No one was safe.

First, the scoreboard:

  • Dow: 14,776.1 -335.0 -2.2%
  • S&P 500: 1,590.9 -38.8 -2.3%
  • NASDAQ: 3,368.2 -74.9 -2.1%
  • The top stories:

    – Stock, bonds, commodities, and currencies around the world got destroyed.

    – The Australian dollar was down below US$92c – a dramatic fall for the currency that many analysts thoughts would hit $US90c within a year.

    – Today’s calamity was really an extension of yesterday’s sell-off, which appeared to be triggered by comments made by Federal Reserve Chairman Ben Bernanke. Specifically, he said that the Fed could begin to taper, or gradually reduce, its quantitative easing program as early as later this year.  In other words, they would be scaling back on their monthly purchases of $85 billion dollars worth of mortgage bonds and Treasury securities.

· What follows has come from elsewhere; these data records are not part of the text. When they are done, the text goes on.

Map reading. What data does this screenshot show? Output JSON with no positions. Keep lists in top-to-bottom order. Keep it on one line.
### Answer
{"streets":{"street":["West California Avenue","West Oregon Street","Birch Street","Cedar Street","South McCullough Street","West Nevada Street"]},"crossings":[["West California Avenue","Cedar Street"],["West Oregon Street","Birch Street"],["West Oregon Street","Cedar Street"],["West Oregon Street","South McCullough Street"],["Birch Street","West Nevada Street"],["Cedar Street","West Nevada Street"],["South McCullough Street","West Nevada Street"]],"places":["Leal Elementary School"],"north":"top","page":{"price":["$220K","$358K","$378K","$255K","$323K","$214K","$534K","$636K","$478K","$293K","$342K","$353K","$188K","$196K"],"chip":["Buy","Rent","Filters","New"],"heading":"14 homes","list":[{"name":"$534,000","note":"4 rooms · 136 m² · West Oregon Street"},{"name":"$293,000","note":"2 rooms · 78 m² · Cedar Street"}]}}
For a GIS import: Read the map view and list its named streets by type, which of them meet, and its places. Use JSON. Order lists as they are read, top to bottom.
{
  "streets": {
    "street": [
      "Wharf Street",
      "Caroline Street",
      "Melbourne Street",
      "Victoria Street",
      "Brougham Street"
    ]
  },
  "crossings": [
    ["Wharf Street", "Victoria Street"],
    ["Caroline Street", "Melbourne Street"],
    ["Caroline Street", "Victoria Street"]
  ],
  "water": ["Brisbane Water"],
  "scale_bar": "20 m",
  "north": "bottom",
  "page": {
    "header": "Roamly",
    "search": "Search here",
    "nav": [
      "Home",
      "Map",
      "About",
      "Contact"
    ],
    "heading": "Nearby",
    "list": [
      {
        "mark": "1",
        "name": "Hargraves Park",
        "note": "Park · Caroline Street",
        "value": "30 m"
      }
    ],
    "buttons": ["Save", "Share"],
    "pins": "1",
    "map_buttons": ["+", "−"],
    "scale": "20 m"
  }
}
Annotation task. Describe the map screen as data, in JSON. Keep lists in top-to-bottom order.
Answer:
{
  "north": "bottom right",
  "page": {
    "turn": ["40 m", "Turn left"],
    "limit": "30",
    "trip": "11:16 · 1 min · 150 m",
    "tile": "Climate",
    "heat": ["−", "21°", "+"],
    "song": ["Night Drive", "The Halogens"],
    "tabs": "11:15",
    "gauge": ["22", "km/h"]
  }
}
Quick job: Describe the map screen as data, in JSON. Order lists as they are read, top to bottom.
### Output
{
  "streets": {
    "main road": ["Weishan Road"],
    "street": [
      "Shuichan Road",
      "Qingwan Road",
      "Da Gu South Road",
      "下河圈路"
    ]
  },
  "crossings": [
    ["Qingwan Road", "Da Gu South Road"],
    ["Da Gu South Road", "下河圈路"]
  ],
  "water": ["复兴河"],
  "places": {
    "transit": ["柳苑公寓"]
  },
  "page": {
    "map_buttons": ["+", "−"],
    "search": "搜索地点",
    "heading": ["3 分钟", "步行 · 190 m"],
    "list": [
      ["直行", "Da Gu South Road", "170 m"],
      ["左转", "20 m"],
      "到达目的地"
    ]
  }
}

    – This sparked a sharp sell-off in the bond markets, which translates into higher interest rates.  Earlier today, we saw the 10-year rate go as high as 2.47%, a level we haven’t seen in years.

    – The next big devastating headline that crossed was that manufacturing activity in China decelerated more sharply than expected in June.  This is worrisome because  China is the world’s second largest economy and also it’s most important source of economic growth. “A good deal of the weakness was apparently driven by external developments as the new export orders index plunged 4.9pt to 44.0, the lowest reading since the middle of the Great Recession,” said Societe Generale’s Klaus Baader.  “This collapse is quite difficult to fully believe, given developments in the region and the global economy, where there are no signs of such a collapse of demand.”

    Commodities got demolished:

    – WTI crude oil prices are down 2.9%

    – Natural gas prices are down 2.0%

    – Gold prices are down 6.5%

    – Silver prices are down 8.7%

    – Copper prices are down 3.0%

    – Corn prices are down 1.7%

    – Soybean prices are down 1.9%

    Brazil and Turkey were among the countries that got punished today. Here’s a round up of some emerging market debt that got smashed:

    – Indonesian 10-year yields are up 56 basis points to 4.76%

    – Russian 10-year yields are up 46 basis points to 4.14%

    – Turkish 10-year yields are up 46 basis points to 4.60%

    – Mexican 10-year yields are up 17 basis points to 3.76%

    – Brazilian 10-year yields are up 14 basis points to 4.11%

    The scale of the sell-off is stunning.